There was no specific intelligence or indications of an imminent attack on that U.S. facility in Benghazi.
— Sec. of Defense Panetta, February 7, 20133
Despite nine (and counting) separate congressional hearings on the Benghazi attack, there is no evidence suggesting that the Administration deliberately misled Congress or the public.
- White House officials mostly served as interagency referees in a CIA/Department of State debate and did not shape the public message on Benghazi.4
- The Secretary of Defense, the Director of National Intelligence, and the Director of the National Counterterrorism Center all testified that there was no specific intelligence of an imminent attack on our Benghazi post.5
Congress has already held nine separate hearings into the Benghazi attack—none of which support Republican claims.

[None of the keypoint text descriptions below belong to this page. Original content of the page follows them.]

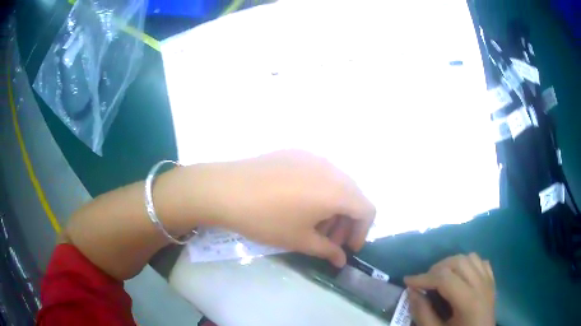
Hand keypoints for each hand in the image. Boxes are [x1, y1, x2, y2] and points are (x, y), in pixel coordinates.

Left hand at [190, 150, 375, 266]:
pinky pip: (318, 174)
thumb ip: (327, 250)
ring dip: (333, 207)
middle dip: (346, 222)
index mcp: (338, 190)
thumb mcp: (299, 239)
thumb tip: (341, 260)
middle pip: (353, 196)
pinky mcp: (295, 153)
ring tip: (313, 224)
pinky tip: (298, 204)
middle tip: (328, 241)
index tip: (347, 248)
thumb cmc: (266, 219)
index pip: (367, 210)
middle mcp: (331, 168)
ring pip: (336, 184)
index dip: (361, 232)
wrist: (225, 189)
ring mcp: (313, 157)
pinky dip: (319, 192)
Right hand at [404, 253, 494, 325]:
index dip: (423, 278)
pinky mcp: (491, 282)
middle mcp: (481, 285)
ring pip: (470, 258)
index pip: (445, 278)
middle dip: (436, 268)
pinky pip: (480, 262)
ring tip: (440, 277)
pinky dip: (467, 263)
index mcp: (469, 301)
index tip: (407, 281)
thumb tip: (412, 292)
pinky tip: (459, 275)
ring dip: (451, 263)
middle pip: (458, 262)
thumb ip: (423, 314)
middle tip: (423, 282)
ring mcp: (488, 282)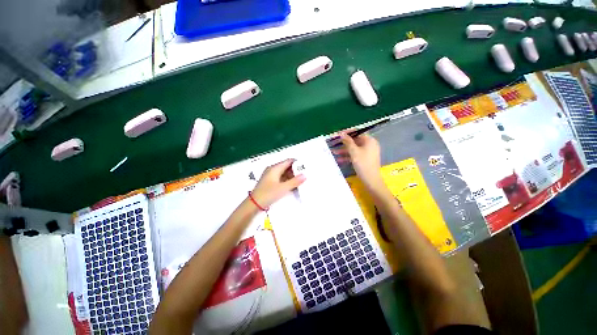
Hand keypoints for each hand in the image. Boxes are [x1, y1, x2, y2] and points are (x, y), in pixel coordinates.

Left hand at [251, 159, 305, 207]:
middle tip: (305, 175)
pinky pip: (281, 178)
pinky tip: (292, 185)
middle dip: (295, 170)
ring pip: (284, 173)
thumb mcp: (283, 188)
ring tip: (300, 181)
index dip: (297, 163)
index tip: (305, 166)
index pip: (288, 161)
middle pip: (286, 167)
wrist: (254, 204)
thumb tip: (304, 176)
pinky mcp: (270, 182)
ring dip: (291, 176)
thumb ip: (294, 182)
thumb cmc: (268, 194)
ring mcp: (270, 176)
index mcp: (275, 168)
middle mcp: (272, 170)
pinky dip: (287, 180)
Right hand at [333, 132, 382, 188]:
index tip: (338, 134)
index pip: (357, 133)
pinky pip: (355, 155)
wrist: (371, 180)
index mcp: (369, 140)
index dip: (347, 133)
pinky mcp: (365, 159)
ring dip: (344, 151)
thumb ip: (348, 141)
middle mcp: (369, 145)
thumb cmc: (363, 163)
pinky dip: (348, 156)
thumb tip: (342, 133)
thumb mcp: (354, 152)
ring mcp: (367, 152)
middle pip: (355, 141)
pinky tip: (339, 159)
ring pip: (354, 149)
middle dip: (344, 143)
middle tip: (334, 143)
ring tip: (334, 152)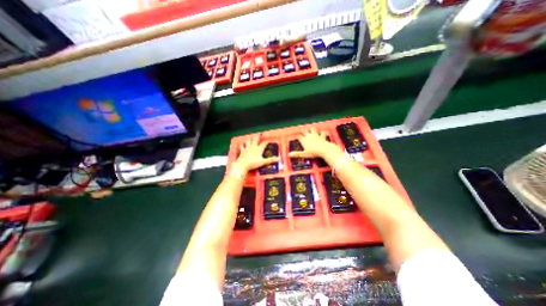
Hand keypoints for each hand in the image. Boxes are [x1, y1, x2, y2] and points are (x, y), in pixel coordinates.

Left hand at [232, 138, 278, 172]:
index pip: (264, 143)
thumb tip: (278, 158)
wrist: (243, 165)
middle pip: (255, 140)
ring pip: (249, 141)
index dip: (266, 141)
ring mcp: (247, 148)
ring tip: (251, 138)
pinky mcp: (242, 150)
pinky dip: (242, 145)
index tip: (268, 140)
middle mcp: (253, 147)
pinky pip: (242, 146)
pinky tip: (242, 144)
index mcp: (259, 149)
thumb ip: (270, 160)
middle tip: (258, 135)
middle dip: (257, 137)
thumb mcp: (263, 162)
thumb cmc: (253, 163)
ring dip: (250, 139)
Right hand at [288, 128, 334, 159]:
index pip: (300, 137)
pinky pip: (322, 132)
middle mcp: (309, 136)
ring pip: (313, 129)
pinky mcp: (322, 136)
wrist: (324, 149)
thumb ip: (297, 154)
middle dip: (304, 131)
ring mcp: (316, 135)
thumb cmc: (313, 152)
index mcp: (304, 140)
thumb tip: (289, 154)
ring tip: (311, 129)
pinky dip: (322, 132)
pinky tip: (322, 132)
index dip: (299, 137)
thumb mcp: (304, 154)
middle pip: (305, 131)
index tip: (298, 137)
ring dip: (312, 129)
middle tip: (304, 132)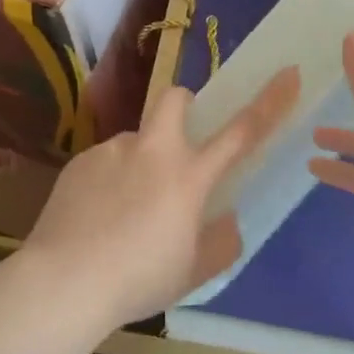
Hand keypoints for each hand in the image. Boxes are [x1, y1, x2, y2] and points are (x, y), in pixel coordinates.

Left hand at [22, 67, 300, 326]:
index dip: (270, 101)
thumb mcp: (193, 272)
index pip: (241, 131)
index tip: (288, 72)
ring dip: (139, 161)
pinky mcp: (80, 162)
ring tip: (123, 210)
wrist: (64, 281)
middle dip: (183, 104)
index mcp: (189, 176)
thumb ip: (220, 243)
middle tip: (179, 141)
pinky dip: (109, 181)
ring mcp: (112, 152)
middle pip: (174, 98)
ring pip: (135, 141)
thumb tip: (227, 221)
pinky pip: (104, 162)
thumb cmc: (138, 279)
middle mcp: (152, 151)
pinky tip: (96, 217)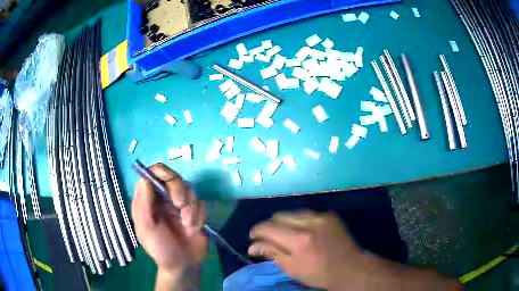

Furthermore, the State Department’s Accountability Review Board (ARB) found no individual ignored or violated his or her duties.
But what else should America do to stop the next Benghazi?
We Must Protect Our Diplomats Better
Instead of obsessing over who wrote what in a talking points memo, Congress should instead conduct oversight on the real dangers facing American diplomats overseas.
- Since 2001, attackers have struck 21 American diplomatic facilities in countries as varied as Greece, Pakistan, and Yemen [See Appendix]. This figure does not include attacks on our facilities in Iraq or Afghanistan, which number in the dozens.
- 17 diplomatic personnel have been killed in the line of duty since 2001.6
Diplomats face real dangers overseas, and we must protect them.
The Benghazi diplomatic post was overrun by dozens of heavily armed individuals, and the annex was struck several hours later by a mortar attack. We can do more to reinforce diplomatic facilities in order to withstand attack.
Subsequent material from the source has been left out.